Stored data
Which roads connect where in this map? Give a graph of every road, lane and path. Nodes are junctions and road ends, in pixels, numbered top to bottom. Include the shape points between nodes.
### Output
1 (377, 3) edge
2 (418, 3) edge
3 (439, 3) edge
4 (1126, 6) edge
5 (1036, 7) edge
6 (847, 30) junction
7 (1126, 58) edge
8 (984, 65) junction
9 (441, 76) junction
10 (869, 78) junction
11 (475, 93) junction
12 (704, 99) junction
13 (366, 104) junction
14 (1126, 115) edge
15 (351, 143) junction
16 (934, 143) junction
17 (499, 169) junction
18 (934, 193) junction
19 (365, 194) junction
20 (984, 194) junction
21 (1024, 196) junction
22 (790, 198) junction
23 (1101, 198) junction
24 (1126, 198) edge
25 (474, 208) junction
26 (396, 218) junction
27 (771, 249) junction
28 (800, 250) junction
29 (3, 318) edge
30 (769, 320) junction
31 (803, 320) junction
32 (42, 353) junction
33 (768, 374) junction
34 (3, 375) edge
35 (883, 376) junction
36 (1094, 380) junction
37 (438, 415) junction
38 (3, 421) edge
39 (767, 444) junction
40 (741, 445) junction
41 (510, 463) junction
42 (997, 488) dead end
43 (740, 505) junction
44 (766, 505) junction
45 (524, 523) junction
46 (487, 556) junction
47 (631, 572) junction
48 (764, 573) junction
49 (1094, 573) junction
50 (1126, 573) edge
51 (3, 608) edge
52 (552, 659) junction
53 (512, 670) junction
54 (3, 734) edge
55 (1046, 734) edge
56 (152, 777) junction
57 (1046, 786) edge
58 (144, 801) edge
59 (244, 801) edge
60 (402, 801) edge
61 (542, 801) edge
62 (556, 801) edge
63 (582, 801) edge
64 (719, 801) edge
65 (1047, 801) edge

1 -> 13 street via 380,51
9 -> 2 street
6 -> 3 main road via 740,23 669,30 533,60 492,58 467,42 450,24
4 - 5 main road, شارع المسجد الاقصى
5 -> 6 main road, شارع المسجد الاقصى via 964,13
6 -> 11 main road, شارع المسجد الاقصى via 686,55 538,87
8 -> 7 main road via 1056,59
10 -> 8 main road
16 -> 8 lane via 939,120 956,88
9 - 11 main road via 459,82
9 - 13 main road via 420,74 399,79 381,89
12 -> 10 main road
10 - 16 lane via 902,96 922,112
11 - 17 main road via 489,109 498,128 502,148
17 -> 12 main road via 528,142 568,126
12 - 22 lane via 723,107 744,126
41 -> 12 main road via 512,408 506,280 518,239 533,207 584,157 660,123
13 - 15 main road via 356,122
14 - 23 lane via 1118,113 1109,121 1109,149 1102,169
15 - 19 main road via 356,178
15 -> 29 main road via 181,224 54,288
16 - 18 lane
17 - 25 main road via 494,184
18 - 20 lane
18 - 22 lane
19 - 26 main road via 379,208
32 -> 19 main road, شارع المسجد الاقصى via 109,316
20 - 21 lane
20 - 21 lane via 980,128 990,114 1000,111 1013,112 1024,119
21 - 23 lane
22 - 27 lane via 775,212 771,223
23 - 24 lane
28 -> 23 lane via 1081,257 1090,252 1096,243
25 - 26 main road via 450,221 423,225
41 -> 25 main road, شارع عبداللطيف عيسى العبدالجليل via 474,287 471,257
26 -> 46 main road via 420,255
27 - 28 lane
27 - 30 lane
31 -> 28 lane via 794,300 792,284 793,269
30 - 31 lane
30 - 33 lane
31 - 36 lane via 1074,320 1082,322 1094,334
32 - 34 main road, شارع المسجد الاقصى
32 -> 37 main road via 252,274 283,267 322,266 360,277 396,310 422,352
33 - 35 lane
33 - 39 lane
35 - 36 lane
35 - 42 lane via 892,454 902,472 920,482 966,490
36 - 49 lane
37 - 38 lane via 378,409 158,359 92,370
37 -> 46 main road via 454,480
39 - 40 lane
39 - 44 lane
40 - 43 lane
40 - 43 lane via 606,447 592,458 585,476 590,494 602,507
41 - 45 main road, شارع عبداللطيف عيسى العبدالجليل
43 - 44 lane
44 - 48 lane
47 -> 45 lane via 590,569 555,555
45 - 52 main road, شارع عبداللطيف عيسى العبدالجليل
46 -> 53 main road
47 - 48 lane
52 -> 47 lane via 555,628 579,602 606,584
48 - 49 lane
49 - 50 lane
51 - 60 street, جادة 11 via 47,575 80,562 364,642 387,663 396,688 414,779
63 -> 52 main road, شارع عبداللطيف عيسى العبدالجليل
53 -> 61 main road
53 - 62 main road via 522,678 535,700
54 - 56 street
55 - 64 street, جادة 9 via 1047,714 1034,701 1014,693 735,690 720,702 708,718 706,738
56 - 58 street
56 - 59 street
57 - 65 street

__WHAT THIS TASK INVOLVES__
Using the data above, print every record exactly as shown.

__RESULT OF THE TASK__
Which roads connect where in this map? Give a graph of every road, lane and path. Nodes are junctions and road ends, in pixels, numbered top to bottom. Include the shape points between nodes.
### Output
1 (377, 3) edge
2 (418, 3) edge
3 (439, 3) edge
4 (1126, 6) edge
5 (1036, 7) edge
6 (847, 30) junction
7 (1126, 58) edge
8 (984, 65) junction
9 (441, 76) junction
10 (869, 78) junction
11 (475, 93) junction
12 (704, 99) junction
13 (366, 104) junction
14 (1126, 115) edge
15 (351, 143) junction
16 (934, 143) junction
17 (499, 169) junction
18 (934, 193) junction
19 (365, 194) junction
20 (984, 194) junction
21 (1024, 196) junction
22 (790, 198) junction
23 (1101, 198) junction
24 (1126, 198) edge
25 (474, 208) junction
26 (396, 218) junction
27 (771, 249) junction
28 (800, 250) junction
29 (3, 318) edge
30 (769, 320) junction
31 (803, 320) junction
32 (42, 353) junction
33 (768, 374) junction
34 (3, 375) edge
35 (883, 376) junction
36 (1094, 380) junction
37 (438, 415) junction
38 (3, 421) edge
39 (767, 444) junction
40 (741, 445) junction
41 (510, 463) junction
42 (997, 488) dead end
43 (740, 505) junction
44 (766, 505) junction
45 (524, 523) junction
46 (487, 556) junction
47 (631, 572) junction
48 (764, 573) junction
49 (1094, 573) junction
50 (1126, 573) edge
51 (3, 608) edge
52 (552, 659) junction
53 (512, 670) junction
54 (3, 734) edge
55 (1046, 734) edge
56 (152, 777) junction
57 (1046, 786) edge
58 (144, 801) edge
59 (244, 801) edge
60 (402, 801) edge
61 (542, 801) edge
62 (556, 801) edge
63 (582, 801) edge
64 (719, 801) edge
65 (1047, 801) edge

1 -> 13 street via 380,51
9 -> 2 street
6 -> 3 main road via 740,23 669,30 533,60 492,58 467,42 450,24
4 - 5 main road, شارع المسجد الاقصى
5 -> 6 main road, شارع المسجد الاقصى via 964,13
6 -> 11 main road, شارع المسجد الاقصى via 686,55 538,87
8 -> 7 main road via 1056,59
10 -> 8 main road
16 -> 8 lane via 939,120 956,88
9 - 11 main road via 459,82
9 - 13 main road via 420,74 399,79 381,89
12 -> 10 main road
10 - 16 lane via 902,96 922,112
11 - 17 main road via 489,109 498,128 502,148
17 -> 12 main road via 528,142 568,126
12 - 22 lane via 723,107 744,126
41 -> 12 main road via 512,408 506,280 518,239 533,207 584,157 660,123
13 - 15 main road via 356,122
14 - 23 lane via 1118,113 1109,121 1109,149 1102,169
15 - 19 main road via 356,178
15 -> 29 main road via 181,224 54,288
16 - 18 lane
17 - 25 main road via 494,184
18 - 20 lane
18 - 22 lane
19 - 26 main road via 379,208
32 -> 19 main road, شارع المسجد الاقصى via 109,316
20 - 21 lane
20 - 21 lane via 980,128 990,114 1000,111 1013,112 1024,119
21 - 23 lane
22 - 27 lane via 775,212 771,223
23 - 24 lane
28 -> 23 lane via 1081,257 1090,252 1096,243
25 - 26 main road via 450,221 423,225
41 -> 25 main road, شارع عبداللطيف عيسى العبدالجليل via 474,287 471,257
26 -> 46 main road via 420,255
27 - 28 lane
27 - 30 lane
31 -> 28 lane via 794,300 792,284 793,269
30 - 31 lane
30 - 33 lane
31 - 36 lane via 1074,320 1082,322 1094,334
32 - 34 main road, شارع المسجد الاقصى
32 -> 37 main road via 252,274 283,267 322,266 360,277 396,310 422,352
33 - 35 lane
33 - 39 lane
35 - 36 lane
35 - 42 lane via 892,454 902,472 920,482 966,490
36 - 49 lane
37 - 38 lane via 378,409 158,359 92,370
37 -> 46 main road via 454,480
39 - 40 lane
39 - 44 lane
40 - 43 lane
40 - 43 lane via 606,447 592,458 585,476 590,494 602,507
41 - 45 main road, شارع عبداللطيف عيسى العبدالجليل
43 - 44 lane
44 - 48 lane
47 -> 45 lane via 590,569 555,555
45 - 52 main road, شارع عبداللطيف عيسى العبدالجليل
46 -> 53 main road
47 - 48 lane
52 -> 47 lane via 555,628 579,602 606,584
48 - 49 lane
49 - 50 lane
51 - 60 street, جادة 11 via 47,575 80,562 364,642 387,663 396,688 414,779
63 -> 52 main road, شارع عبداللطيف عيسى العبدالجليل
53 -> 61 main road
53 - 62 main road via 522,678 535,700
54 - 56 street
55 - 64 street, جادة 9 via 1047,714 1034,701 1014,693 735,690 720,702 708,718 706,738
56 - 58 street
56 - 59 street
57 - 65 street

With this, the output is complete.